In Brazil, the Polara nameplate was revived in 1977 for a version of the Chrysler Avenger, and sold until 1981.

There was also a version of this model in sedan and station wagon built in the 1970s in Argentina of the same car known as the Dodge 1500 until Volkswagen took over Chrysler Fevre Argentina SAIC, including the tooling for the car, in 1980. From then until 1988, the car was sold in Argentina as the Volkswagen 1500 (not to be confused with the Type 3, also sold as the Volkswagen 1500 in most markets, including a similar version with 1600 engine in Brazil).

==In Canada==
Chrysler of Canada marketed the Polara as its full-size model starting with the 1964 model year, and all Canadian Polaras were based on the U.S. full-size Dodge platforms.
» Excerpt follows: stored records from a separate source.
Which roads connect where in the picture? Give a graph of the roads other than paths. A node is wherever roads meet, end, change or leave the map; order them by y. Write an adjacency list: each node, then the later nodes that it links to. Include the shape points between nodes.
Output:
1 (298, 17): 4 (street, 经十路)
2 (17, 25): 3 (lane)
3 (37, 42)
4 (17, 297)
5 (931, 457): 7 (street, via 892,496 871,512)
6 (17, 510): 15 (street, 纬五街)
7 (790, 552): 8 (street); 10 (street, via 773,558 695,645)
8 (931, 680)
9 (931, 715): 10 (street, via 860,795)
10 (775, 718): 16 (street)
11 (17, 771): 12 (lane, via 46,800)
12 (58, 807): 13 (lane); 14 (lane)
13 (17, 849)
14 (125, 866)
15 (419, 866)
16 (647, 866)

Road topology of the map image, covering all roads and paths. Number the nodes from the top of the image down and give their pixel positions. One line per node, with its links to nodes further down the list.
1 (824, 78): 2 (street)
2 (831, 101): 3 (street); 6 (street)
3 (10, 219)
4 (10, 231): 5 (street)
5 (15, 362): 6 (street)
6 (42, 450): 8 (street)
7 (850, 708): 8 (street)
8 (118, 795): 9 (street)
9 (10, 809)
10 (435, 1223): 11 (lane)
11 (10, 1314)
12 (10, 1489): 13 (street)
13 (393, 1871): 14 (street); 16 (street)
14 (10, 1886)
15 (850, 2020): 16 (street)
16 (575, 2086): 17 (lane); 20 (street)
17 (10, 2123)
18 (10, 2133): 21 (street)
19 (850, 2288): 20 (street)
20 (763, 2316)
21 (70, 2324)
For 1964, the Polara was the top-of-the-line big Dodge. The Polara 880 and Polara 440 models were included in 1965 and 1966, with 1966 adding a new base series called, Polara. From 1967 through 1969, the Polara line included a deluxe Polara 500 and a base Polara. (Starting in 1965, Dodge of Canada also offered the top-of-the-line Monaco, similar to the U.S. market Monaco). Starting in 1970, model names were the same as their U.S. counterparts.